I am woefully behind on answering #maet questions! I finally had a moment to catch up and respond to @RyanMillerCISD ‘s inquiry:

I am sitting on all of these video tutorials and training resources I have created and am wondering how I can gather some useful data from those that utilize them.  I sense an Action Research Project unfolding!  The big question is how can I gather pertinent data from the use of my resources and what impact the resources have on:
1. New Staff Training
2. Improved proficiency
3. Preferred learning styles
I feel like there is the enormous hole in the universe when it comes to quality research on effective Professional Development…  maybe that is just my perception, but this is where I thought you might be able to point me in the direction of what is happening on the PD research front.

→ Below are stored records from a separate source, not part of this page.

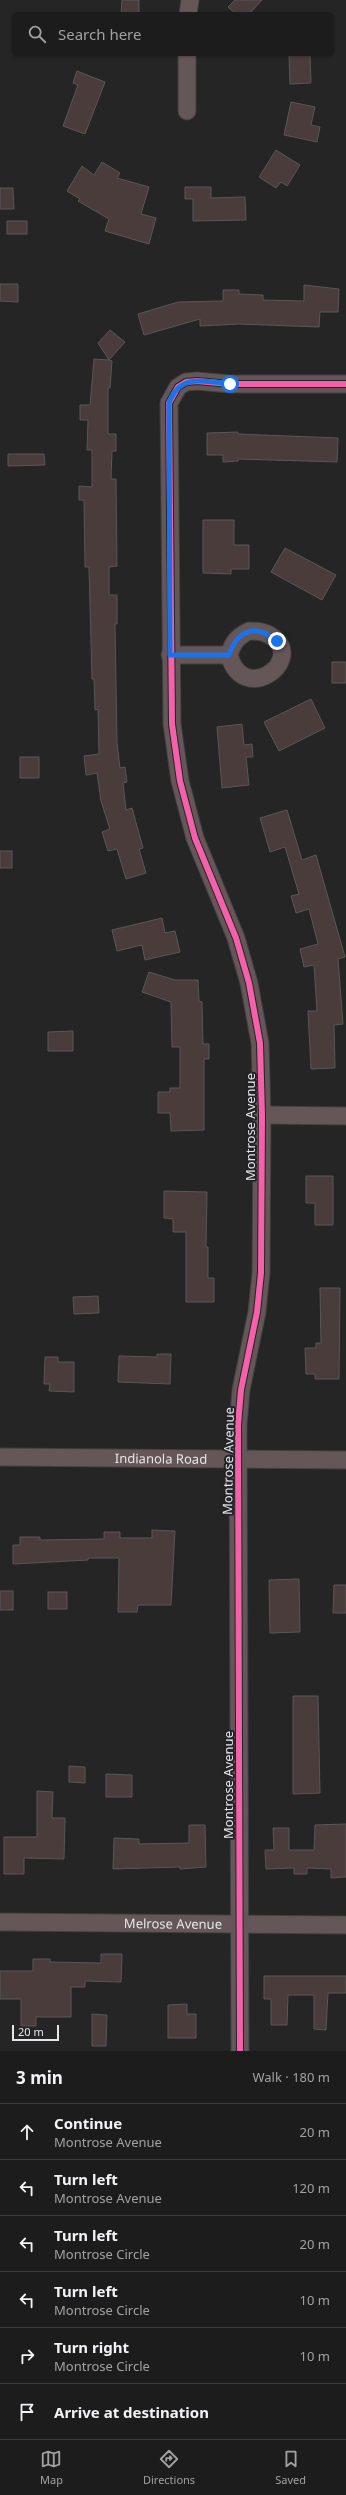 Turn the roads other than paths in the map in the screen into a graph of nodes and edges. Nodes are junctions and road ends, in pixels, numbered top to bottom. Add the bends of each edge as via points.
1 (190, 0) edge
2 (188, 12) edge
3 (188, 56) edge
4 (187, 111) dead end
5 (346, 384) edge
6 (170, 655) junction
7 (229, 655) dead end
8 (262, 1115) junction
9 (346, 1116) edge
10 (0, 1457) edge
11 (238, 1459) junction
12 (346, 1460) edge
13 (0, 1922) edge
14 (240, 1924) junction
15 (346, 1925) edge
16 (240, 2051) edge

1 - 2 street
3 - 4 street
5 - 6 street, Montrose Avenue via 230,384 197,381 186,382 173,394 169,403
6 - 7 street
6 - 8 street, Montrose Avenue via 172,724 180,781 195,838 236,938 249,983 260,1043
8 - 9 street
8 - 11 street, Montrose Avenue via 261,1273 257,1312 241,1390
10 - 11 street, Indianola Road
11 - 12 street, Indianola Road
11 - 14 street, Montrose Avenue
13 - 14 street, Melrose Avenue
14 - 15 street, Melrose Avenue
14 - 16 street, Montrose Avenue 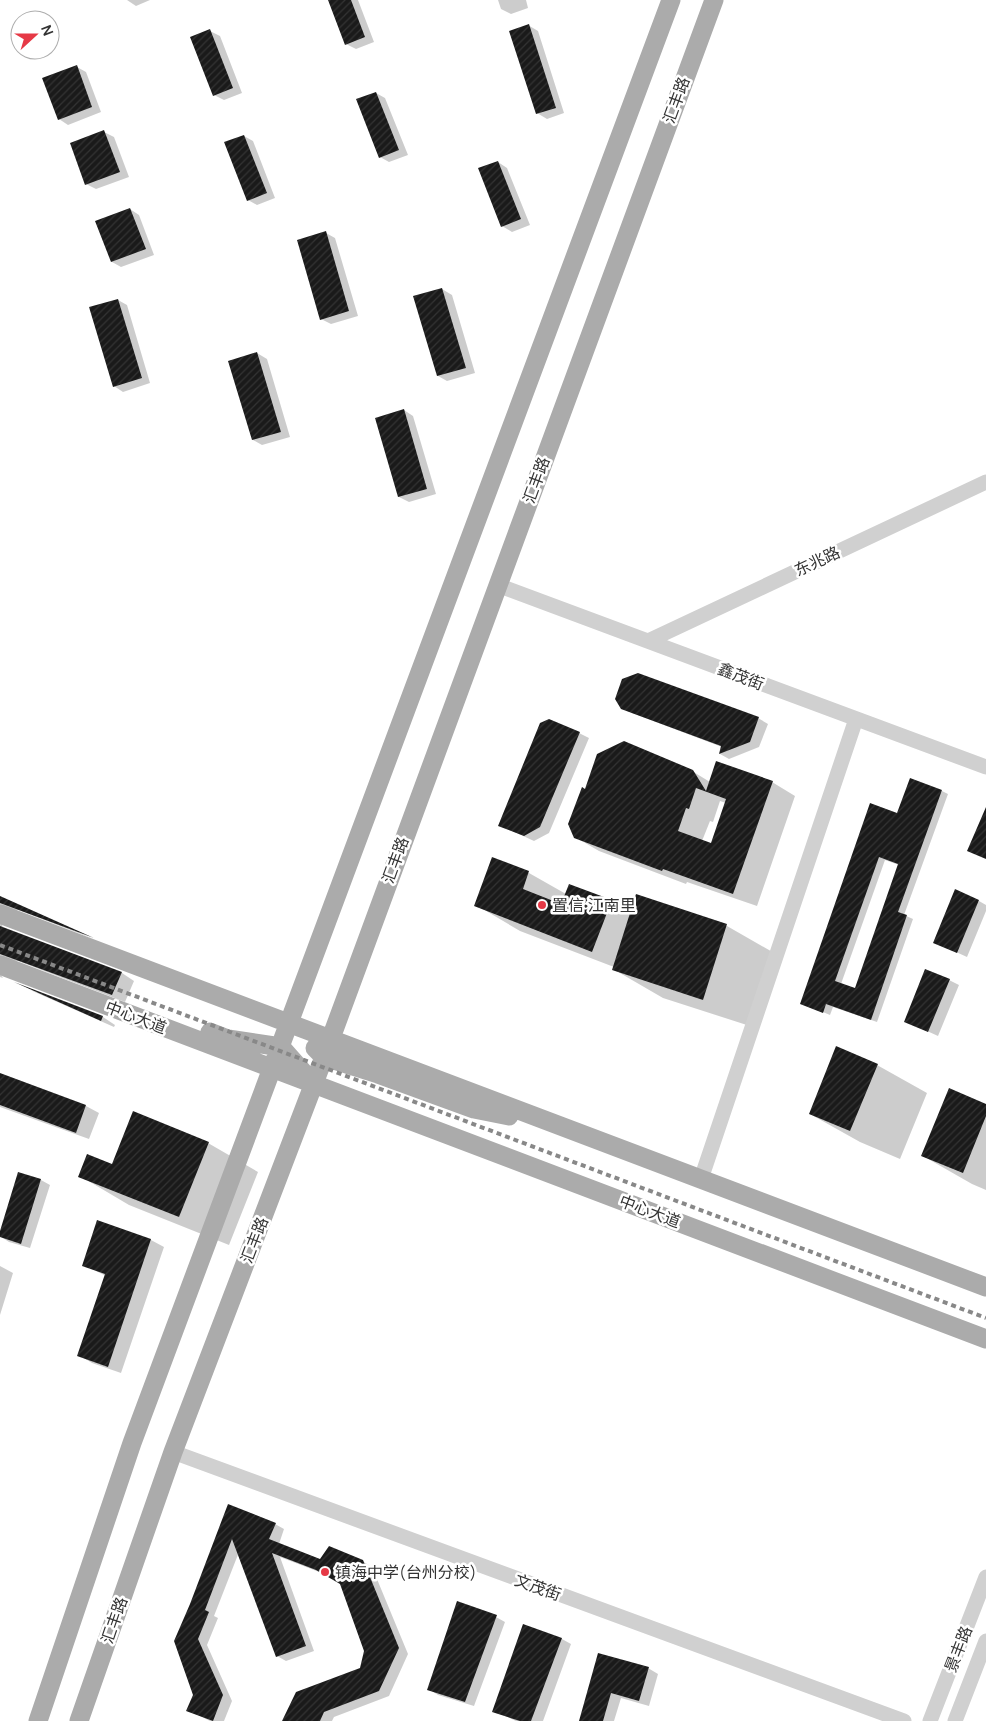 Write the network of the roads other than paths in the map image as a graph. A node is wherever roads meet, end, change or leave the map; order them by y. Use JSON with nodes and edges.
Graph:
{"nodes":[{"id":1,"x":671,"y":0,"type":"edge"},
{"id":2,"x":714,"y":0,"type":"edge"},
{"id":3,"x":986,"y":482,"type":"edge"},
{"id":4,"x":497,"y":585,"type":"junction"},
{"id":5,"x":648,"y":641,"type":"junction"},
{"id":6,"x":856,"y":719,"type":"junction"},
{"id":7,"x":986,"y":767,"type":"edge"},
{"id":8,"x":0,"y":914,"type":"edge"},
{"id":9,"x":0,"y":926,"type":"edge"},
{"id":10,"x":0,"y":952,"type":"edge"},
{"id":11,"x":0,"y":965,"type":"edge"},
{"id":12,"x":260,"y":1012,"type":"junction"},
{"id":13,"x":289,"y":1023,"type":"junction"},
{"id":14,"x":228,"y":1039,"type":"junction"},
{"id":15,"x":330,"y":1039,"type":"junction"},
{"id":16,"x":280,"y":1047,"type":"junction"},
{"id":17,"x":324,"y":1057,"type":"junction"},
{"id":18,"x":273,"y":1069,"type":"junction"},
{"id":19,"x":378,"y":1074,"type":"junction"},
{"id":20,"x":313,"y":1084,"type":"junction"},
{"id":21,"x":371,"y":1105,"type":"junction"},
{"id":22,"x":564,"y":1127,"type":"junction"},
{"id":23,"x":701,"y":1179,"type":"junction"},
{"id":24,"x":986,"y":1287,"type":"edge"},
{"id":25,"x":986,"y":1339,"type":"edge"},
{"id":26,"x":173,"y":1452,"type":"junction"},
{"id":27,"x":986,"y":1578,"type":"edge"},
{"id":28,"x":986,"y":1641,"type":"edge"},
{"id":29,"x":38,"y":1721,"type":"edge"},
{"id":30,"x":79,"y":1721,"type":"edge"},
{"id":31,"x":904,"y":1721,"type":"edge"},
{"id":32,"x":930,"y":1721,"type":"edge"},
{"id":33,"x":954,"y":1721,"type":"edge"}],
"edges":[{"from":1,"to":13,"type":"main road"},
{"from":2,"to":4,"type":"main road","name":"汇丰路"},
{"from":3,"to":5,"type":"street","name":"东兆路"},
{"from":4,"to":5,"type":"street","name":"鑫茂街"},
{"from":4,"to":15,"type":"main road","name":"汇丰路"},
{"from":5,"to":6,"type":"street","name":"鑫茂街"},
{"from":6,"to":7,"type":"street","name":"鑫茂街"},
{"from":6,"to":23,"type":"street"},
{"from":8,"to":12,"type":"main road"},
{"from":9,"to":12,"type":"main road"},
{"from":10,"to":14,"type":"main road","name":"中心大道"},
{"from":11,"to":18,"type":"main road","name":"中心大道"},
{"from":12,"to":13,"type":"main road"},
{"from":13,"to":15,"type":"main road"},
{"from":13,"to":16,"type":"main road"},
{"from":13,"to":17,"type":"main road"},
{"from":14,"to":16,"type":"main road","name":"中心大道"},
{"from":14,"to":18,"type":"main road","name":"中心大道"},
{"from":15,"to":17,"type":"main road","name":"汇丰路"},
{"from":15,"to":22,"type":"main road"},
{"from":16,"to":18,"type":"main road"},
{"from":16,"to":20,"type":"main road","name":"中心大道"},
{"from":17,"to":19,"type":"main road"},
{"from":17,"to":20,"type":"main road","name":"汇丰路"},
{"from":18,"to":20,"type":"main road","name":"中心大道"},
{"from":18,"to":29,"type":"main road"},
{"from":19,"to":21,"type":"main road"},
{"from":19,"to":22,"type":"main road"},
{"from":20,"to":21,"type":"main road","name":"中心大道"},
{"from":20,"to":26,"type":"main road","name":"汇丰路"},
{"from":21,"to":25,"type":"main road","name":"中心大道"},
{"from":22,"to":23,"type":"main road"},
{"from":23,"to":24,"type":"main road"},
{"from":26,"to":30,"type":"main road","name":"汇丰路"},
{"from":26,"to":31,"type":"street","name":"文茂街"},
{"from":27,"to":32,"type":"street","name":"景丰路"},
{"from":28,"to":33,"type":"street","name":"景丰路"}]}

The direction I am heading is housing all of my resources in Moodle courses where the staff members we serve can access them and participate in on-going “courses.”  Moodle gives me the advantage of tying individual resources/topics with discussion forums, surveys, etc  – and I feel this might be my best shot at gathering useful data while providing the best possible learning environment.


My response:

A good place to start is existing research and then modeling your work after that, adding your own special twist. The TPACK Reference Library is a good place to begin your explorations: http://tpck.org/tpck/index.php?title=Reference_Library

The following recent articles could be helpful to your situation:

Lee, M. H. & Tsai, C. C. (2010). Exploring teachers’ perceived self-efficacy and technological pedagogical content knowledge with respect to educational use of the World Wide Web. Instructional Science, 38(1), 1-21. Retrieved from http://www.springerlink.com/content/d510480505435104/

Jamieson-Proctor, R., Finger, G. & Albion, P. (2010, April). Auditing the TPACK capabilities of final year teacher education students: Are they ready for the 21st century? Paper presented at the Australian Computers in Education Conference 2010, Melbourne, Australia. Retrieved from http://acec2010.info/proposal/248/auditing-tpck-capabilities-final-year-teacher-education-students-are-they-ready-21st

Another excellent resource surrounding professional development is the POD Network – http://www.podnetwork.org – even though it is higher ed, it is focused on professional development in educational settings which you can transfer to K12.

Also, take a close look at the ISTE teacher standards and the new 2010 National Educational Technology Plan and see what you can take from there to frame your work and research.

Once you explore these resources and start to envision a project, post your thoughts and we’ll help you shape things up — there’s a whole #maet #edtech twitterverse and blogosphere here to support you!